**Work item**
Below are entries to reproduce exactly, apart from their pictures.

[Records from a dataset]
= = = = =
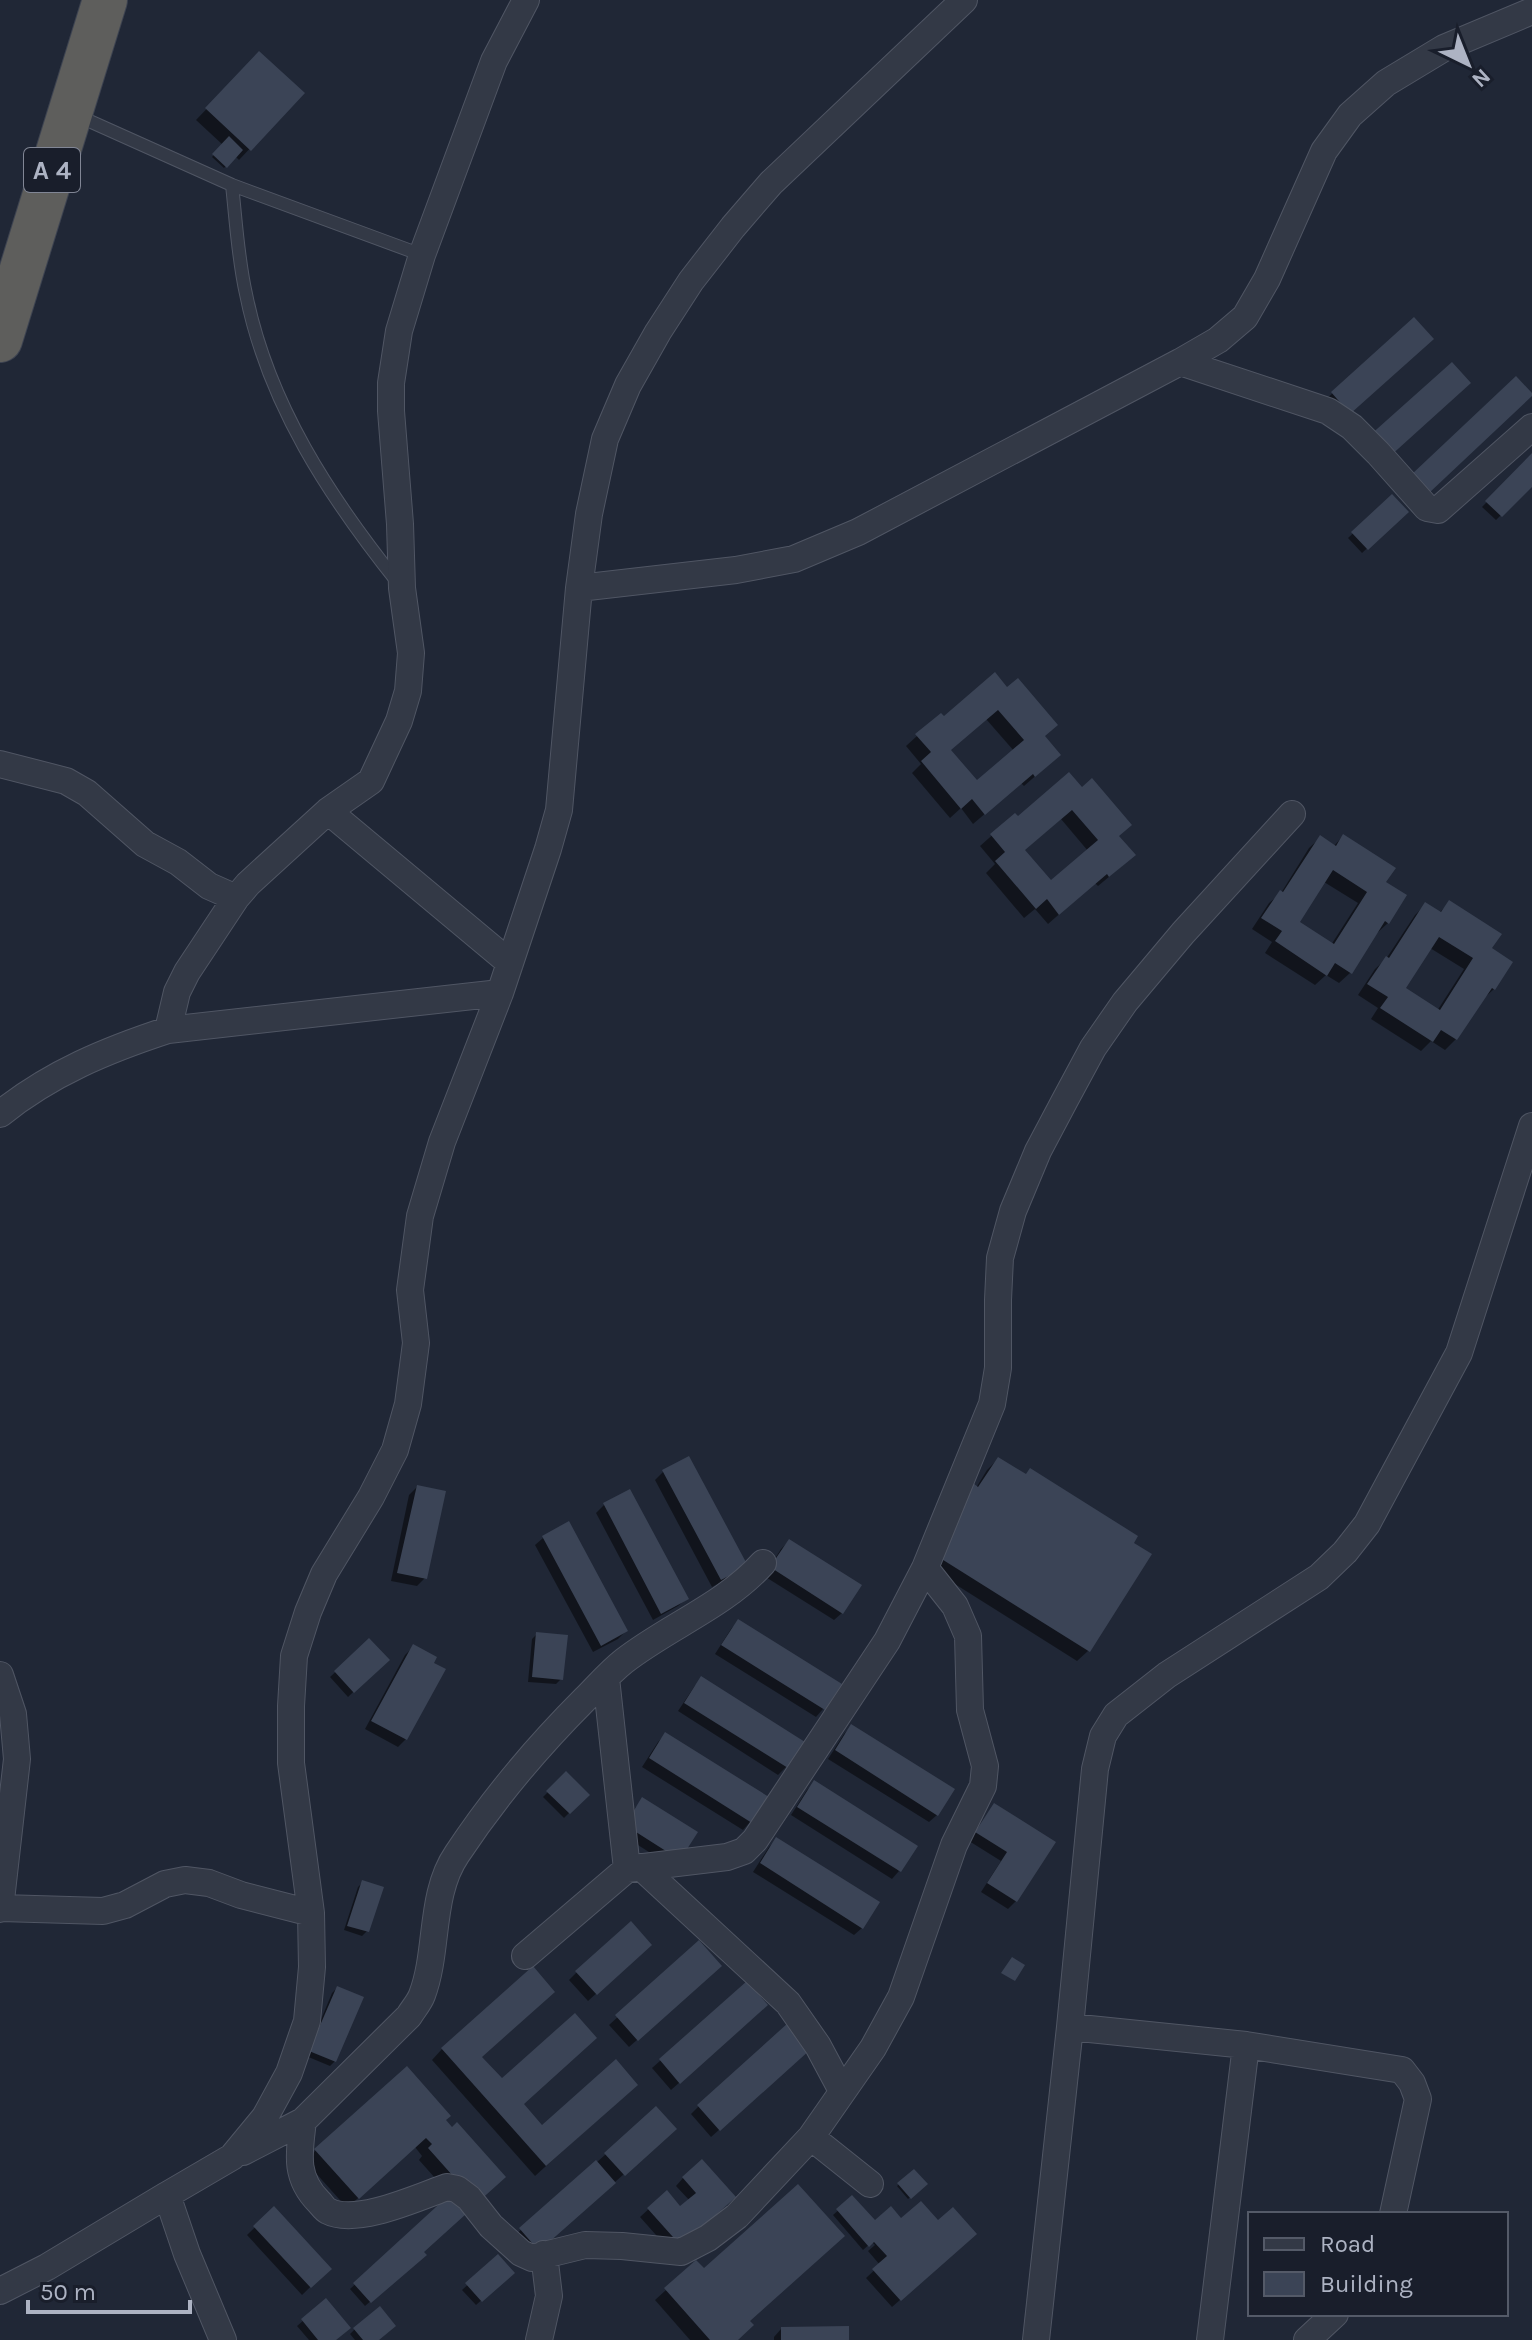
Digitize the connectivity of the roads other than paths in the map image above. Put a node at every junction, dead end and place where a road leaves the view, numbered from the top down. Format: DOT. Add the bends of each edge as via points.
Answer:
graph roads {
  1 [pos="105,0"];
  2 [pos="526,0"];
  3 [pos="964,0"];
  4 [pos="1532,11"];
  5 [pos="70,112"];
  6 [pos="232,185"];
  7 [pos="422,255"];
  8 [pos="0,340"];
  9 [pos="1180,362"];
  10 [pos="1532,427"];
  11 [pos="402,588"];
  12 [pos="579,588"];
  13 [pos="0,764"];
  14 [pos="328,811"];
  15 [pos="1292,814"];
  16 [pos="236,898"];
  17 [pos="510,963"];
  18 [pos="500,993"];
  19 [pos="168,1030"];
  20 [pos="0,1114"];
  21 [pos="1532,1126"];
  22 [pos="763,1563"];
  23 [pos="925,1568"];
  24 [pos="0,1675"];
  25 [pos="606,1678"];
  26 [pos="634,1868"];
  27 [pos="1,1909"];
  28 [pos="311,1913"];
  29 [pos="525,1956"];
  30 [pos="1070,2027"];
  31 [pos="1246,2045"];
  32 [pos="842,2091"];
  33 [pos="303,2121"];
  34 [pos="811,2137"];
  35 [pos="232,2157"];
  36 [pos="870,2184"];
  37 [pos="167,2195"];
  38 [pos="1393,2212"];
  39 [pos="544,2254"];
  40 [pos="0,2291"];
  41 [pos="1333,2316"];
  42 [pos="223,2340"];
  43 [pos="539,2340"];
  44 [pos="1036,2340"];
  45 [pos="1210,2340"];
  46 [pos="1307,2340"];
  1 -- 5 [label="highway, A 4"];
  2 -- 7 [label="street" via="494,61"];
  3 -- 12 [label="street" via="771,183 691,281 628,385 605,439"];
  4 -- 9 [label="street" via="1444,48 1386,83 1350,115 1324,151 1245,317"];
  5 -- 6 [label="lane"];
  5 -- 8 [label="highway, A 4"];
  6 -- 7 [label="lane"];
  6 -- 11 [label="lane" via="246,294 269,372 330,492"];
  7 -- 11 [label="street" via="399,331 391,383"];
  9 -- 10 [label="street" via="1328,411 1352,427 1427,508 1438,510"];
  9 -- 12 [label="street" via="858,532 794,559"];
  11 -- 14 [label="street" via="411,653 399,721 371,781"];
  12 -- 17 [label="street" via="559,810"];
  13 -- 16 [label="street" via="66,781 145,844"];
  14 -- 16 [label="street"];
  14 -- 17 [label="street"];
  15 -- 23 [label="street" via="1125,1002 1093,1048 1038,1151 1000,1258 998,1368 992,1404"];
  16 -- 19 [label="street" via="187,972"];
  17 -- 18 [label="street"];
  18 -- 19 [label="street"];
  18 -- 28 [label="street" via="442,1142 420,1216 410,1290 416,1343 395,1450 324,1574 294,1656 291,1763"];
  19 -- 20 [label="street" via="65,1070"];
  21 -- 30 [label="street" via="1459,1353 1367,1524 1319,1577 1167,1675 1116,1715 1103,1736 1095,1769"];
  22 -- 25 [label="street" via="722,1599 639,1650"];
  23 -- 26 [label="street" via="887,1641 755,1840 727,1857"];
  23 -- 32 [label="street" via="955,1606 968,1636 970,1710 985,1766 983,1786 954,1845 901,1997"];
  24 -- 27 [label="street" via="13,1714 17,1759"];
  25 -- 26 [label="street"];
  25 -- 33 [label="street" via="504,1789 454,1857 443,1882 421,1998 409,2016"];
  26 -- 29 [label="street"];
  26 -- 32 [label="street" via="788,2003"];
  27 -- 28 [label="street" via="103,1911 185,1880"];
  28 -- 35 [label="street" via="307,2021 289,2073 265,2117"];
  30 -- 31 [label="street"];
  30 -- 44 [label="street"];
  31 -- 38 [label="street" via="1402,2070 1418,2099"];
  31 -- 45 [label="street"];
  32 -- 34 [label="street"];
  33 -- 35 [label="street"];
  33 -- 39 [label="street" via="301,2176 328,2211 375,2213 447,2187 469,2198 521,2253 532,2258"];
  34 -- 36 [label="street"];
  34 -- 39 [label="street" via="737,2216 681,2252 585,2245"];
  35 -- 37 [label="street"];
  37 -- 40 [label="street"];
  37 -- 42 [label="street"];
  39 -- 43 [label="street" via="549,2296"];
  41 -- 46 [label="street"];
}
= = = = =
**Result below**
Digitize the connectivity of the roads other than paths in the map image above. Put a node at every junction, dead end and place where a road leaves the view, numbered from the top down. Format: DOT. Add the bends of each edge as via points.
Answer:
graph roads {
  1 [pos="105,0"];
  2 [pos="526,0"];
  3 [pos="964,0"];
  4 [pos="1532,11"];
  5 [pos="70,112"];
  6 [pos="232,185"];
  7 [pos="422,255"];
  8 [pos="0,340"];
  9 [pos="1180,362"];
  10 [pos="1532,427"];
  11 [pos="402,588"];
  12 [pos="579,588"];
  13 [pos="0,764"];
  14 [pos="328,811"];
  15 [pos="1292,814"];
  16 [pos="236,898"];
  17 [pos="510,963"];
  18 [pos="500,993"];
  19 [pos="168,1030"];
  20 [pos="0,1114"];
  21 [pos="1532,1126"];
  22 [pos="763,1563"];
  23 [pos="925,1568"];
  24 [pos="0,1675"];
  25 [pos="606,1678"];
  26 [pos="634,1868"];
  27 [pos="1,1909"];
  28 [pos="311,1913"];
  29 [pos="525,1956"];
  30 [pos="1070,2027"];
  31 [pos="1246,2045"];
  32 [pos="842,2091"];
  33 [pos="303,2121"];
  34 [pos="811,2137"];
  35 [pos="232,2157"];
  36 [pos="870,2184"];
  37 [pos="167,2195"];
  38 [pos="1393,2212"];
  39 [pos="544,2254"];
  40 [pos="0,2291"];
  41 [pos="1333,2316"];
  42 [pos="223,2340"];
  43 [pos="539,2340"];
  44 [pos="1036,2340"];
  45 [pos="1210,2340"];
  46 [pos="1307,2340"];
  1 -- 5 [label="highway, A 4"];
  2 -- 7 [label="street" via="494,61"];
  3 -- 12 [label="street" via="771,183 691,281 628,385 605,439"];
  4 -- 9 [label="street" via="1444,48 1386,83 1350,115 1324,151 1245,317"];
  5 -- 6 [label="lane"];
  5 -- 8 [label="highway, A 4"];
  6 -- 7 [label="lane"];
  6 -- 11 [label="lane" via="246,294 269,372 330,492"];
  7 -- 11 [label="street" via="399,331 391,383"];
  9 -- 10 [label="street" via="1328,411 1352,427 1427,508 1438,510"];
  9 -- 12 [label="street" via="858,532 794,559"];
  11 -- 14 [label="street" via="411,653 399,721 371,781"];
  12 -- 17 [label="street" via="559,810"];
  13 -- 16 [label="street" via="66,781 145,844"];
  14 -- 16 [label="street"];
  14 -- 17 [label="street"];
  15 -- 23 [label="street" via="1125,1002 1093,1048 1038,1151 1000,1258 998,1368 992,1404"];
  16 -- 19 [label="street" via="187,972"];
  17 -- 18 [label="street"];
  18 -- 19 [label="street"];
  18 -- 28 [label="street" via="442,1142 420,1216 410,1290 416,1343 395,1450 324,1574 294,1656 291,1763"];
  19 -- 20 [label="street" via="65,1070"];
  21 -- 30 [label="street" via="1459,1353 1367,1524 1319,1577 1167,1675 1116,1715 1103,1736 1095,1769"];
  22 -- 25 [label="street" via="722,1599 639,1650"];
  23 -- 26 [label="street" via="887,1641 755,1840 727,1857"];
  23 -- 32 [label="street" via="955,1606 968,1636 970,1710 985,1766 983,1786 954,1845 901,1997"];
  24 -- 27 [label="street" via="13,1714 17,1759"];
  25 -- 26 [label="street"];
  25 -- 33 [label="street" via="504,1789 454,1857 443,1882 421,1998 409,2016"];
  26 -- 29 [label="street"];
  26 -- 32 [label="street" via="788,2003"];
  27 -- 28 [label="street" via="103,1911 185,1880"];
  28 -- 35 [label="street" via="307,2021 289,2073 265,2117"];
  30 -- 31 [label="street"];
  30 -- 44 [label="street"];
  31 -- 38 [label="street" via="1402,2070 1418,2099"];
  31 -- 45 [label="street"];
  32 -- 34 [label="street"];
  33 -- 35 [label="street"];
  33 -- 39 [label="street" via="301,2176 328,2211 375,2213 447,2187 469,2198 521,2253 532,2258"];
  34 -- 36 [label="street"];
  34 -- 39 [label="street" via="737,2216 681,2252 585,2245"];
  35 -- 37 [label="street"];
  37 -- 40 [label="street"];
  37 -- 42 [label="street"];
  39 -- 43 [label="street" via="549,2296"];
  41 -- 46 [label="street"];
}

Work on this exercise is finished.